* x86's context switch ordering of operations
@ 2008-04-29 12:39 Jan Beulich
2008-04-29 12:50 ` Keir Fraser
2008-04-29 17:03 ` Jeremy Fitzhardinge
0 siblings, 2 replies; 7+ messages in thread
From: Jan Beulich @ 2008-04-29 12:39 UTC (permalink / raw)
To: xen-devel
In the process of inventing a reasonable mechanism to support some
advanced debugging features for pv guests (last exception record
MSRs, last branch stack MSRs after #DE, DS area) I was considering
to add another shared state area (similar to the relocated vCPU info,
but read-only to the guest and not permanently mapped), where the
hypervisor could store relevant information which otherwise can get
destroyed before the guest would be able to pick it up, as well as
state the CPU is to use which the guest must not be able to modify
directly (and extensible to a reasonable degree to support future
hardware enhancements).
To do so, I was considering using {un,}map_domain_page() from
the context switch path, but there are two major problems with the
ordering of operations:
- for the outgoing task, 'current' is being changed before the
ctxt_switch_from() hook is being called
- for the incoming task, write_ptbase() happens only after the
ctxt_switch_to() hook was already called
I'm wondering whether there are hidden dependencies that require
this particular (somewhat non-natural) ordering.
While looking into this, I noticed two things that I'm not quite clear
on regarding VCPUOP_register_vcpu_info:
1) How does the storing of vcpu_info_mfn in the hypervisor survive
migration or save/restore? The mainline Linux code, which uses this
hypercall, doesn't appear to make any attempt to revert to using the
default location during suspend or to re-setup the alternate location
during resume (but of course I'm not sure that guest is save/restore/
migrate ready in the first place). I would imagine it to be at least
difficult for the guest to manage its state post resume without the
hypervisor having restored the previously established alternative
placement.
2) The implementation in the hypervisor seems to have added yet another
scalibility issue (on 32-bits), as this is being carried out using
map_domain_page_global() - if there are sufficiently many guests with
sufficiently many vCPU-s, there just won't be any space left at some
point. This worries me especially in the context of seeing a call to
sh_map_domain_page_global() that is followed by a BUG_ON() checking
whether the call failed.
Jan
^ permalink raw reply [flat|nested] 7+ messages in thread* Re: x86's context switch ordering of operations
2008-04-29 12:39 x86's context switch ordering of operations Jan Beulich
@ 2008-04-29 12:50 ` Keir Fraser
2008-04-29 13:39 ` Jan Beulich
2008-04-29 17:03 ` Jeremy Fitzhardinge
1 sibling, 1 reply; 7+ messages in thread
From: Keir Fraser @ 2008-04-29 12:50 UTC (permalink / raw)

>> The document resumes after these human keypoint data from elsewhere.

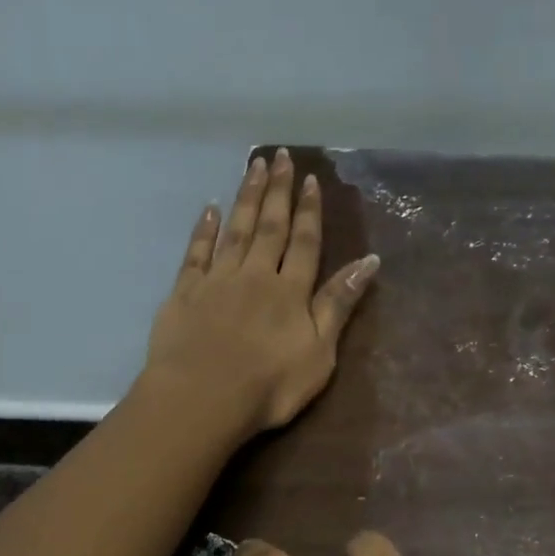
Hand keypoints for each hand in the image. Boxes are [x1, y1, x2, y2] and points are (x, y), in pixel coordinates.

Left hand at [144, 149, 379, 434]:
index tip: (310, 179)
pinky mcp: (185, 293)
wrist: (201, 398)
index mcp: (290, 291)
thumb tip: (369, 261)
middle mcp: (255, 275)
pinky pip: (196, 253)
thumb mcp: (319, 353)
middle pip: (269, 226)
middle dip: (277, 191)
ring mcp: (217, 281)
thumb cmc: (269, 386)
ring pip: (235, 230)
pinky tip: (210, 209)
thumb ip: (339, 305)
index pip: (305, 242)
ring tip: (252, 166)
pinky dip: (204, 229)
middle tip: (279, 157)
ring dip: (245, 197)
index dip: (309, 210)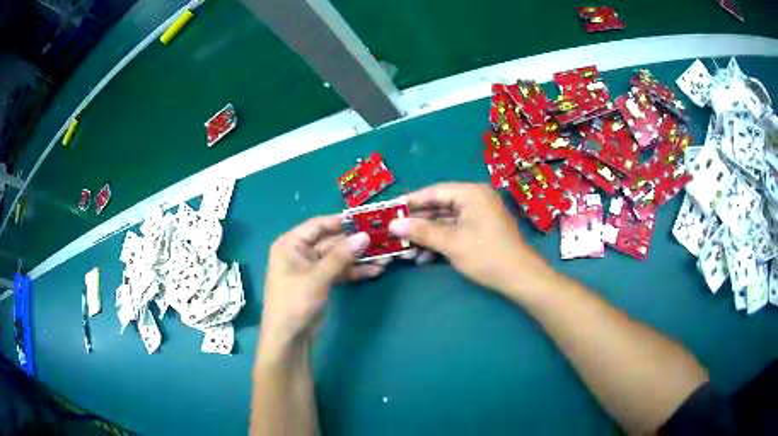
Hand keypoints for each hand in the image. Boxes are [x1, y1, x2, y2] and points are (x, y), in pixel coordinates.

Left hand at [261, 215, 382, 346]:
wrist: (288, 337)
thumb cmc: (295, 302)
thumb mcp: (318, 277)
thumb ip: (341, 256)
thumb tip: (365, 236)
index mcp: (291, 244)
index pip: (318, 225)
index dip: (341, 221)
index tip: (367, 219)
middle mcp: (300, 251)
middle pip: (331, 241)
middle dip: (356, 243)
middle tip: (382, 239)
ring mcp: (311, 267)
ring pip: (338, 258)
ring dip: (359, 258)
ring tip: (385, 257)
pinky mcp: (320, 282)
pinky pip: (339, 271)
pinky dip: (354, 271)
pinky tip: (375, 271)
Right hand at [389, 183, 552, 296]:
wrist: (519, 277)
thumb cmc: (486, 255)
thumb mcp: (451, 243)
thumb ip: (421, 231)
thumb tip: (393, 225)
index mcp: (471, 193)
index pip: (434, 192)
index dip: (411, 201)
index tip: (390, 210)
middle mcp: (476, 199)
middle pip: (440, 206)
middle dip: (418, 221)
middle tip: (394, 231)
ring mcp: (479, 215)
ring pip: (446, 220)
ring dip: (427, 234)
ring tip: (405, 247)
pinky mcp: (481, 229)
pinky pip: (455, 230)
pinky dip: (441, 240)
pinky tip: (424, 255)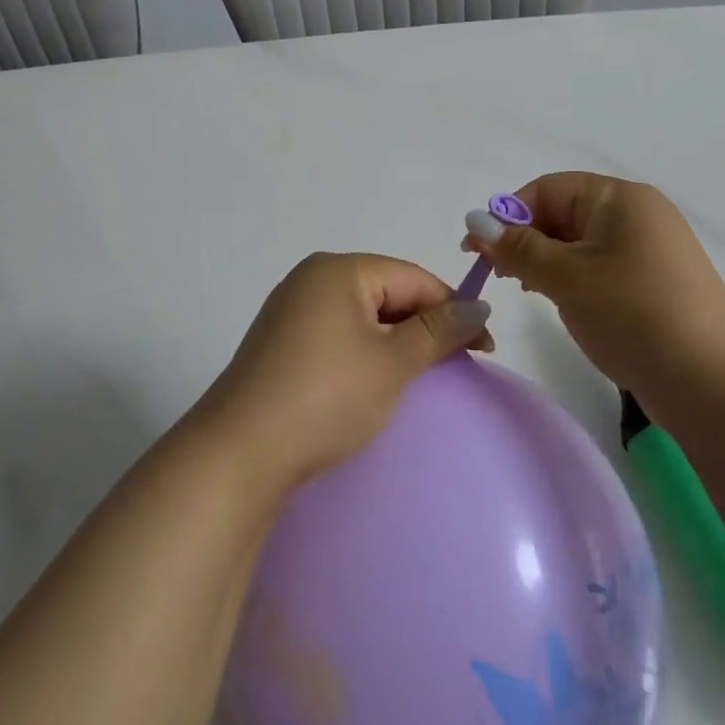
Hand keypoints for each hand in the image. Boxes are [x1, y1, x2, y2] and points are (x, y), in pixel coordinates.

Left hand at [191, 252, 494, 491]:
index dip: (452, 308)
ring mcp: (291, 310)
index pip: (412, 277)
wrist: (240, 454)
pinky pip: (337, 334)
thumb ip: (438, 331)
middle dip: (423, 325)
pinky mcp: (280, 342)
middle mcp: (311, 278)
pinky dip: (365, 352)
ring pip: (362, 315)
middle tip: (456, 364)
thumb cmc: (326, 397)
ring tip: (420, 375)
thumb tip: (479, 306)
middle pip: (386, 291)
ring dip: (396, 341)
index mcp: (338, 269)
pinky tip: (375, 381)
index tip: (485, 347)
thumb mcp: (392, 363)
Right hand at [464, 172, 724, 405]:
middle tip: (497, 277)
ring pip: (580, 243)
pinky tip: (562, 303)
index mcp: (620, 198)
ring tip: (526, 290)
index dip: (508, 215)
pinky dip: (574, 279)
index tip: (477, 252)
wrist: (713, 383)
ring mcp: (651, 249)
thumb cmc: (633, 314)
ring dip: (546, 261)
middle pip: (564, 213)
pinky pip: (601, 266)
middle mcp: (638, 213)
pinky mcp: (656, 282)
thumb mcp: (565, 277)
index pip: (548, 189)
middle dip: (526, 240)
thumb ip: (517, 248)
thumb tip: (475, 221)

To: Jan Beulich, xen-devel
On 29/4/08 13:39, "Jan Beulich" <jbeulich@novell.com> wrote:
> To do so, I was considering using {un,}map_domain_page() from
> the context switch path, but there are two major problems with the
> ordering of operations:
> - for the outgoing task, 'current' is being changed before the
> ctxt_switch_from() hook is being called
> - for the incoming task, write_ptbase() happens only after the
> ctxt_switch_to() hook was already called
> I'm wondering whether there are hidden dependencies that require
> this particular (somewhat non-natural) ordering.
ctxt_switch_{from,to} exist only in x86 Xen and are called from a single
hook point out from the common scheduler. Thus either they both happen
before, or both happen after, current is changed by the common scheduler. It
took a while for the scheduler interfaces to settle down to something both
x86 and ia64 was happy with so I'm not particularly excited about revisiting
them. I'm not sure why you'd want to map_domain_page() on context switch
anyway. The map_domain_page() 32-bit implementation is inherently per-domain
already.
> 1) How does the storing of vcpu_info_mfn in the hypervisor survive
> migration or save/restore? The mainline Linux code, which uses this
> hypercall, doesn't appear to make any attempt to revert to using the
> default location during suspend or to re-setup the alternate location
> during resume (but of course I'm not sure that guest is save/restore/
> migrate ready in the first place). I would imagine it to be at least
> difficult for the guest to manage its state post resume without the
> hypervisor having restored the previously established alternative
> placement.
I don't see that it would be hard for the guest to do it itself before
bringing back all VCPUs (either by bringing them up or by exiting the
stopmachine state). Is save/restore even supported by pv_ops kernels yet?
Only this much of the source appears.